**Task goal**
Each entry below needs to be copied exactly, with nothing dropped.

↓

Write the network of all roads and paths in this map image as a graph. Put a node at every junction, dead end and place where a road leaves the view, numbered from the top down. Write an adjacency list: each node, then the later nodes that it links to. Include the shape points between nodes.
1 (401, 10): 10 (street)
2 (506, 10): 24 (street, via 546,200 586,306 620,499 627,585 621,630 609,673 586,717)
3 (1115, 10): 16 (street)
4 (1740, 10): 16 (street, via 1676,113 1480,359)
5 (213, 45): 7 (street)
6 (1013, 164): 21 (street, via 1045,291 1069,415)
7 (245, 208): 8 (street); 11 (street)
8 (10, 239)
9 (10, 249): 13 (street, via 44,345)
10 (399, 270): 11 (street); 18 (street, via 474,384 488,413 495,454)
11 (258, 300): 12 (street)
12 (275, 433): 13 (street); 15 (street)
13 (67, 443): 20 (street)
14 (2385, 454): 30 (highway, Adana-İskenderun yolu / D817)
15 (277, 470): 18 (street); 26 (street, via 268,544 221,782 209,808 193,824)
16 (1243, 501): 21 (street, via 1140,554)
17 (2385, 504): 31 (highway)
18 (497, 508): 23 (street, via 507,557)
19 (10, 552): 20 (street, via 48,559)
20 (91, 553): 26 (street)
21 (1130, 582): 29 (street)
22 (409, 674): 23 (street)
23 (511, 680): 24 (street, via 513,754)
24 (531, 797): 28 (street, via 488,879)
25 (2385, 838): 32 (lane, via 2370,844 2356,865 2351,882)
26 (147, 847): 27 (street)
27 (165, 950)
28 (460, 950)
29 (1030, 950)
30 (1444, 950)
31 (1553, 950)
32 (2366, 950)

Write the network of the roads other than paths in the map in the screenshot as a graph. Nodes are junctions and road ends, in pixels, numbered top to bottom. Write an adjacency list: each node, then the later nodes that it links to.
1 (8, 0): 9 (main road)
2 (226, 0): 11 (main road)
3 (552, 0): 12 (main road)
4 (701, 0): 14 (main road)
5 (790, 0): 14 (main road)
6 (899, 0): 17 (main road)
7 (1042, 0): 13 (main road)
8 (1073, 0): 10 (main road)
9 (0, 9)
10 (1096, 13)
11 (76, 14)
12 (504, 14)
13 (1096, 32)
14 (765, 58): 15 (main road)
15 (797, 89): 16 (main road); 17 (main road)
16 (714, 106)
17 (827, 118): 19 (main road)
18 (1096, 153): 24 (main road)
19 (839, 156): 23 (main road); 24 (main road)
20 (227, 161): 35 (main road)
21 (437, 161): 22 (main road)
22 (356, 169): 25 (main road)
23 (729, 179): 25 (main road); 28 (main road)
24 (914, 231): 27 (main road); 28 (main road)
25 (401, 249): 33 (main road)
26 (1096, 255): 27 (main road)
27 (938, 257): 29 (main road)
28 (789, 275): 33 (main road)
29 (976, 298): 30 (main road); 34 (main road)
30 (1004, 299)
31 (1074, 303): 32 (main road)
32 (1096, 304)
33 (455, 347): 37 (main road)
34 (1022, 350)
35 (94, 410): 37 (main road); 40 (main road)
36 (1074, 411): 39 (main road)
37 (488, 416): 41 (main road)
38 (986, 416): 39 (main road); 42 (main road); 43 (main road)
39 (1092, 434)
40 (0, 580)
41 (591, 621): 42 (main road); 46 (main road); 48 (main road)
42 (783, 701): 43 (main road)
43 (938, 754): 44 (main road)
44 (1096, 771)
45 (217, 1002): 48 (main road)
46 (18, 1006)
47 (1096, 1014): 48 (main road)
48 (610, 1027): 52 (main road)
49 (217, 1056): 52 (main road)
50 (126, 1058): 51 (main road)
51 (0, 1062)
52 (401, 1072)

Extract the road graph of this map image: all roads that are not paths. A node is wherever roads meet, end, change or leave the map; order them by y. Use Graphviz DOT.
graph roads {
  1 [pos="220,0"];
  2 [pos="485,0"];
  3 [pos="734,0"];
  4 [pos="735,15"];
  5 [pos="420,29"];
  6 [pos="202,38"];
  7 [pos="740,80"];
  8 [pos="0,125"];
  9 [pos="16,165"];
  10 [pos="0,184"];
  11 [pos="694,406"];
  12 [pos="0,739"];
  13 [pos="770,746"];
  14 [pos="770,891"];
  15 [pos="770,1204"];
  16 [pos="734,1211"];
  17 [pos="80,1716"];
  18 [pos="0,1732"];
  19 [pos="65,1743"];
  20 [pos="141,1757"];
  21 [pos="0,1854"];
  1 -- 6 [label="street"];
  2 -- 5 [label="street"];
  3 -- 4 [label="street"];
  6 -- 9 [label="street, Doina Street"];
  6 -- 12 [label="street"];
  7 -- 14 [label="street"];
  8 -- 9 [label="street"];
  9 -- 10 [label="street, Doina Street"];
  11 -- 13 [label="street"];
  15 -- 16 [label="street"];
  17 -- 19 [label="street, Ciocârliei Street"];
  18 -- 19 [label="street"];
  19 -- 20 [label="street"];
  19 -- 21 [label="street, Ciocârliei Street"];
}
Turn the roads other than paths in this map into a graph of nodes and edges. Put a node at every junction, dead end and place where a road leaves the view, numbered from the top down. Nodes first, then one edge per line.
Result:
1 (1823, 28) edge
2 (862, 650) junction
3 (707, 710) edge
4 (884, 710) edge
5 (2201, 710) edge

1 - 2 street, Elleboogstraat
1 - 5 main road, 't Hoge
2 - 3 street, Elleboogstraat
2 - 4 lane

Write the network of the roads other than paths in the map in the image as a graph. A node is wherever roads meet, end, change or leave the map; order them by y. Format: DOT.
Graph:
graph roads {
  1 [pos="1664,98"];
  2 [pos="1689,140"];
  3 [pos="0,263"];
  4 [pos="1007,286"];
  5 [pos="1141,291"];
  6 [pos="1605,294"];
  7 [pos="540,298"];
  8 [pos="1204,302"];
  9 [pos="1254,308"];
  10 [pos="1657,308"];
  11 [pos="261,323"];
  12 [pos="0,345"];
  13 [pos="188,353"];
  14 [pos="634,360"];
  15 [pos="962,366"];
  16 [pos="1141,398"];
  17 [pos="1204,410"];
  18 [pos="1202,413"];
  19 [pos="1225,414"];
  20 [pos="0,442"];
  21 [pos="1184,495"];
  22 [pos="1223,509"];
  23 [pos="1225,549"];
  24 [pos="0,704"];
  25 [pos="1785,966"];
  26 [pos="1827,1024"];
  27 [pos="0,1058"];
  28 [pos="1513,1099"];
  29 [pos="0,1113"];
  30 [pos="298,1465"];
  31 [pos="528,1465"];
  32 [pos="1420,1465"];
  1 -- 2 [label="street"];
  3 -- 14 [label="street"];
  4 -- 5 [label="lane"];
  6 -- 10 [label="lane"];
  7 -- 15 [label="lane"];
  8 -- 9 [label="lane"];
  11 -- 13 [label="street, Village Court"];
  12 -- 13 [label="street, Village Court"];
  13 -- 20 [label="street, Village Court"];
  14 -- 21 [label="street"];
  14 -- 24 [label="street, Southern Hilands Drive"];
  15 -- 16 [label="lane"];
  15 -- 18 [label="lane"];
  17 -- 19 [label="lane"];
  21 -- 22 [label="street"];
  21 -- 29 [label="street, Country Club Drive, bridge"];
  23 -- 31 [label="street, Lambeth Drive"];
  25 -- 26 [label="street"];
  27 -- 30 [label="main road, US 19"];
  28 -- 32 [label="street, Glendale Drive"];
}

↑

**Answer section**
Write the network of all roads and paths in this map image as a graph. Put a node at every junction, dead end and place where a road leaves the view, numbered from the top down. Write an adjacency list: each node, then the later nodes that it links to. Include the shape points between nodes.
1 (401, 10): 10 (street)
2 (506, 10): 24 (street, via 546,200 586,306 620,499 627,585 621,630 609,673 586,717)
3 (1115, 10): 16 (street)
4 (1740, 10): 16 (street, via 1676,113 1480,359)
5 (213, 45): 7 (street)
6 (1013, 164): 21 (street, via 1045,291 1069,415)
7 (245, 208): 8 (street); 11 (street)
8 (10, 239)
9 (10, 249): 13 (street, via 44,345)
10 (399, 270): 11 (street); 18 (street, via 474,384 488,413 495,454)
11 (258, 300): 12 (street)
12 (275, 433): 13 (street); 15 (street)
13 (67, 443): 20 (street)
14 (2385, 454): 30 (highway, Adana-İskenderun yolu / D817)
15 (277, 470): 18 (street); 26 (street, via 268,544 221,782 209,808 193,824)
16 (1243, 501): 21 (street, via 1140,554)
17 (2385, 504): 31 (highway)
18 (497, 508): 23 (street, via 507,557)
19 (10, 552): 20 (street, via 48,559)
20 (91, 553): 26 (street)
21 (1130, 582): 29 (street)
22 (409, 674): 23 (street)
23 (511, 680): 24 (street, via 513,754)
24 (531, 797): 28 (street, via 488,879)
25 (2385, 838): 32 (lane, via 2370,844 2356,865 2351,882)
26 (147, 847): 27 (street)
27 (165, 950)
28 (460, 950)
29 (1030, 950)
30 (1444, 950)
31 (1553, 950)
32 (2366, 950)

Write the network of the roads other than paths in the map in the screenshot as a graph. Nodes are junctions and road ends, in pixels, numbered top to bottom. Write an adjacency list: each node, then the later nodes that it links to.
1 (8, 0): 9 (main road)
2 (226, 0): 11 (main road)
3 (552, 0): 12 (main road)
4 (701, 0): 14 (main road)
5 (790, 0): 14 (main road)
6 (899, 0): 17 (main road)
7 (1042, 0): 13 (main road)
8 (1073, 0): 10 (main road)
9 (0, 9)
10 (1096, 13)
11 (76, 14)
12 (504, 14)
13 (1096, 32)
14 (765, 58): 15 (main road)
15 (797, 89): 16 (main road); 17 (main road)
16 (714, 106)
17 (827, 118): 19 (main road)
18 (1096, 153): 24 (main road)
19 (839, 156): 23 (main road); 24 (main road)
20 (227, 161): 35 (main road)
21 (437, 161): 22 (main road)
22 (356, 169): 25 (main road)
23 (729, 179): 25 (main road); 28 (main road)
24 (914, 231): 27 (main road); 28 (main road)
25 (401, 249): 33 (main road)
26 (1096, 255): 27 (main road)
27 (938, 257): 29 (main road)
28 (789, 275): 33 (main road)
29 (976, 298): 30 (main road); 34 (main road)
30 (1004, 299)
31 (1074, 303): 32 (main road)
32 (1096, 304)
33 (455, 347): 37 (main road)
34 (1022, 350)
35 (94, 410): 37 (main road); 40 (main road)
36 (1074, 411): 39 (main road)
37 (488, 416): 41 (main road)
38 (986, 416): 39 (main road); 42 (main road); 43 (main road)
39 (1092, 434)
40 (0, 580)
41 (591, 621): 42 (main road); 46 (main road); 48 (main road)
42 (783, 701): 43 (main road)
43 (938, 754): 44 (main road)
44 (1096, 771)
45 (217, 1002): 48 (main road)
46 (18, 1006)
47 (1096, 1014): 48 (main road)
48 (610, 1027): 52 (main road)
49 (217, 1056): 52 (main road)
50 (126, 1058): 51 (main road)
51 (0, 1062)
52 (401, 1072)

Extract the road graph of this map image: all roads that are not paths. A node is wherever roads meet, end, change or leave the map; order them by y. Use Graphviz DOT.
graph roads {
  1 [pos="220,0"];
  2 [pos="485,0"];
  3 [pos="734,0"];
  4 [pos="735,15"];
  5 [pos="420,29"];
  6 [pos="202,38"];
  7 [pos="740,80"];
  8 [pos="0,125"];
  9 [pos="16,165"];
  10 [pos="0,184"];
  11 [pos="694,406"];
  12 [pos="0,739"];
  13 [pos="770,746"];
  14 [pos="770,891"];
  15 [pos="770,1204"];
  16 [pos="734,1211"];
  17 [pos="80,1716"];
  18 [pos="0,1732"];
  19 [pos="65,1743"];
  20 [pos="141,1757"];
  21 [pos="0,1854"];
  1 -- 6 [label="street"];
  2 -- 5 [label="street"];
  3 -- 4 [label="street"];
  6 -- 9 [label="street, Doina Street"];
  6 -- 12 [label="street"];
  7 -- 14 [label="street"];
  8 -- 9 [label="street"];
  9 -- 10 [label="street, Doina Street"];
  11 -- 13 [label="street"];
  15 -- 16 [label="street"];
  17 -- 19 [label="street, Ciocârliei Street"];
  18 -- 19 [label="street"];
  19 -- 20 [label="street"];
  19 -- 21 [label="street, Ciocârliei Street"];
}
Turn the roads other than paths in this map into a graph of nodes and edges. Put a node at every junction, dead end and place where a road leaves the view, numbered from the top down. Nodes first, then one edge per line.
Result:
1 (1823, 28) edge
2 (862, 650) junction
3 (707, 710) edge
4 (884, 710) edge
5 (2201, 710) edge

1 - 2 street, Elleboogstraat
1 - 5 main road, 't Hoge
2 - 3 street, Elleboogstraat
2 - 4 lane

Write the network of the roads other than paths in the map in the image as a graph. A node is wherever roads meet, end, change or leave the map; order them by y. Format: DOT.
Graph:
graph roads {
  1 [pos="1664,98"];
  2 [pos="1689,140"];
  3 [pos="0,263"];
  4 [pos="1007,286"];
  5 [pos="1141,291"];
  6 [pos="1605,294"];
  7 [pos="540,298"];
  8 [pos="1204,302"];
  9 [pos="1254,308"];
  10 [pos="1657,308"];
  11 [pos="261,323"];
  12 [pos="0,345"];
  13 [pos="188,353"];
  14 [pos="634,360"];
  15 [pos="962,366"];
  16 [pos="1141,398"];
  17 [pos="1204,410"];
  18 [pos="1202,413"];
  19 [pos="1225,414"];
  20 [pos="0,442"];
  21 [pos="1184,495"];
  22 [pos="1223,509"];
  23 [pos="1225,549"];
  24 [pos="0,704"];
  25 [pos="1785,966"];
  26 [pos="1827,1024"];
  27 [pos="0,1058"];
  28 [pos="1513,1099"];
  29 [pos="0,1113"];
  30 [pos="298,1465"];
  31 [pos="528,1465"];
  32 [pos="1420,1465"];
  1 -- 2 [label="street"];
  3 -- 14 [label="street"];
  4 -- 5 [label="lane"];
  6 -- 10 [label="lane"];
  7 -- 15 [label="lane"];
  8 -- 9 [label="lane"];
  11 -- 13 [label="street, Village Court"];
  12 -- 13 [label="street, Village Court"];
  13 -- 20 [label="street, Village Court"];
  14 -- 21 [label="street"];
  14 -- 24 [label="street, Southern Hilands Drive"];
  15 -- 16 [label="lane"];
  15 -- 18 [label="lane"];
  17 -- 19 [label="lane"];
  21 -- 22 [label="street"];
  21 -- 29 [label="street, Country Club Drive, bridge"];
  23 -- 31 [label="street, Lambeth Drive"];
  25 -- 26 [label="street"];
  27 -- 30 [label="main road, US 19"];
  28 -- 32 [label="street, Glendale Drive"];
}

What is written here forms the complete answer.